#### [WHAT YOU SHOULD DO]
When you retype the records that follow, keep each word as it is and drop any pictures.

#### [RECORDS SHOWN]
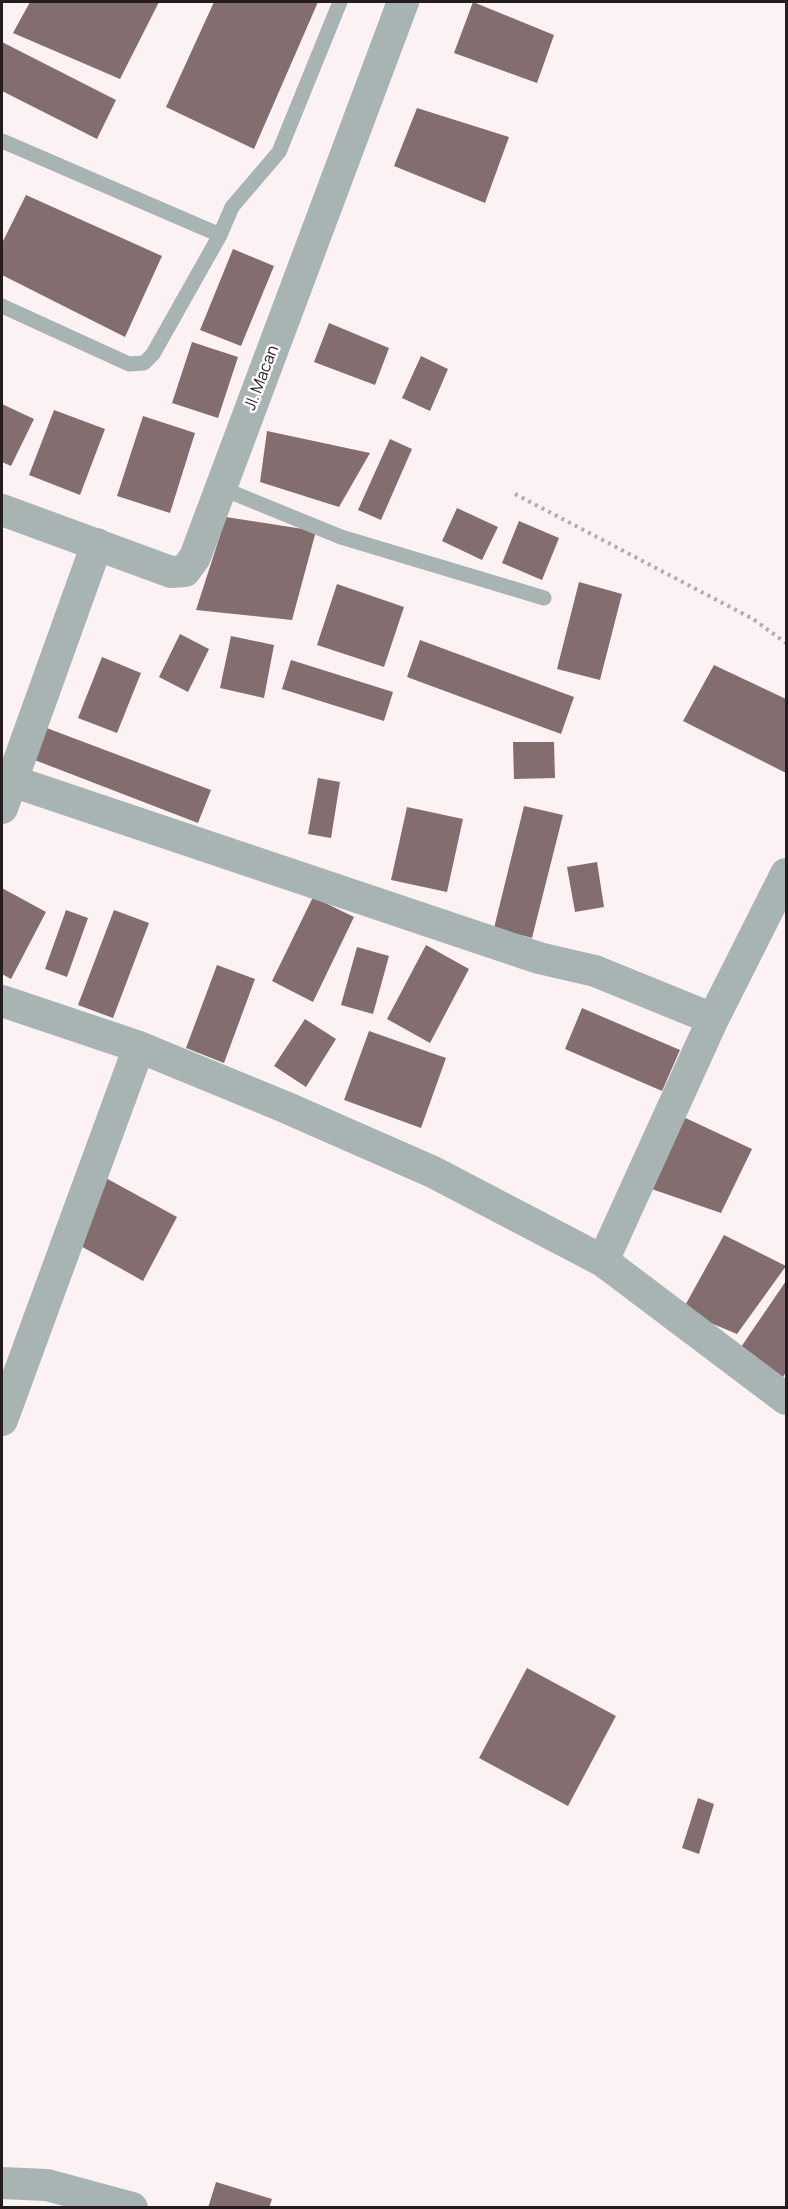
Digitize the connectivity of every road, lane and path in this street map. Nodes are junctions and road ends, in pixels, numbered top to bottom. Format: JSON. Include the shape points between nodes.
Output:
{"nodes":[{"id":1,"x":340,"y":2,"type":"edge"},
{"id":2,"x":404,"y":2,"type":"edge"},
{"id":3,"x":2,"y":141,"type":"edge"},
{"id":4,"x":220,"y":235,"type":"junction"},
{"id":5,"x":2,"y":306,"type":"edge"},
{"id":6,"x":221,"y":488,"type":"junction"},
{"id":7,"x":515,"y":495,"type":"dead end"},
{"id":8,"x":2,"y":510,"type":"edge"},
{"id":9,"x":97,"y":544,"type":"junction"},
{"id":10,"x":544,"y":598,"type":"dead end"},
{"id":11,"x":786,"y":643,"type":"edge"},
{"id":12,"x":7,"y":795,"type":"edge"},
{"id":13,"x":786,"y":874,"type":"edge"},
{"id":14,"x":2,"y":1000,"type":"edge"},
{"id":15,"x":713,"y":1020,"type":"junction"},
{"id":16,"x":139,"y":1047,"type":"junction"},
{"id":17,"x":603,"y":1261,"type":"junction"},
{"id":18,"x":786,"y":1399,"type":"edge"},
{"id":19,"x":2,"y":1420,"type":"edge"},
{"id":20,"x":2,"y":2183,"type":"edge"},
{"id":21,"x":132,"y":2208,"type":"edge"}],
"edges":[{"from":1,"to":4,"type":"lane","via":[[279,152],[232,207]]},
{"from":2,"to":6,"type":"street","name":"Jl. Macan"},
{"from":3,"to":4,"type":"lane"},
{"from":4,"to":5,"type":"lane","via":[[153,354],[144,363],[129,364]]},
{"from":6,"to":9,"type":"street","name":"Jl. Macan","via":[[195,557],[184,571],[171,572]]},
{"from":6,"to":10,"type":"lane","via":[[342,537]]},
{"from":7,"to":11,"type":"path","via":[[753,619]]},
{"from":8,"to":9,"type":"street","name":"Jl. Macan"},
{"from":9,"to":12,"type":"street"},
{"from":12,"to":15,"type":"street","via":[[539,958],[595,971]]},
{"from":13,"to":15,"type":"street"},
{"from":14,"to":16,"type":"street"},
{"from":15,"to":17,"type":"street"},
{"from":16,"to":17,"type":"street","via":[[432,1172]]},
{"from":16,"to":19,"type":"street"},
{"from":17,"to":18,"type":"street"},
{"from":20,"to":21,"type":"street","via":[[47,2185]]}]}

#### [EXERCISE RESPONSE]
Digitize the connectivity of every road, lane and path in this street map. Nodes are junctions and road ends, in pixels, numbered top to bottom. Format: JSON. Include the shape points between nodes.
Output:
{"nodes":[{"id":1,"x":340,"y":2,"type":"edge"},
{"id":2,"x":404,"y":2,"type":"edge"},
{"id":3,"x":2,"y":141,"type":"edge"},
{"id":4,"x":220,"y":235,"type":"junction"},
{"id":5,"x":2,"y":306,"type":"edge"},
{"id":6,"x":221,"y":488,"type":"junction"},
{"id":7,"x":515,"y":495,"type":"dead end"},
{"id":8,"x":2,"y":510,"type":"edge"},
{"id":9,"x":97,"y":544,"type":"junction"},
{"id":10,"x":544,"y":598,"type":"dead end"},
{"id":11,"x":786,"y":643,"type":"edge"},
{"id":12,"x":7,"y":795,"type":"edge"},
{"id":13,"x":786,"y":874,"type":"edge"},
{"id":14,"x":2,"y":1000,"type":"edge"},
{"id":15,"x":713,"y":1020,"type":"junction"},
{"id":16,"x":139,"y":1047,"type":"junction"},
{"id":17,"x":603,"y":1261,"type":"junction"},
{"id":18,"x":786,"y":1399,"type":"edge"},
{"id":19,"x":2,"y":1420,"type":"edge"},
{"id":20,"x":2,"y":2183,"type":"edge"},
{"id":21,"x":132,"y":2208,"type":"edge"}],
"edges":[{"from":1,"to":4,"type":"lane","via":[[279,152],[232,207]]},
{"from":2,"to":6,"type":"street","name":"Jl. Macan"},
{"from":3,"to":4,"type":"lane"},
{"from":4,"to":5,"type":"lane","via":[[153,354],[144,363],[129,364]]},
{"from":6,"to":9,"type":"street","name":"Jl. Macan","via":[[195,557],[184,571],[171,572]]},
{"from":6,"to":10,"type":"lane","via":[[342,537]]},
{"from":7,"to":11,"type":"path","via":[[753,619]]},
{"from":8,"to":9,"type":"street","name":"Jl. Macan"},
{"from":9,"to":12,"type":"street"},
{"from":12,"to":15,"type":"street","via":[[539,958],[595,971]]},
{"from":13,"to":15,"type":"street"},
{"from":14,"to":16,"type":"street"},
{"from":15,"to":17,"type":"street"},
{"from":16,"to":17,"type":"street","via":[[432,1172]]},
{"from":16,"to":19,"type":"street"},
{"from":17,"to":18,"type":"street"},
{"from":20,"to":21,"type":"street","via":[[47,2185]]}]}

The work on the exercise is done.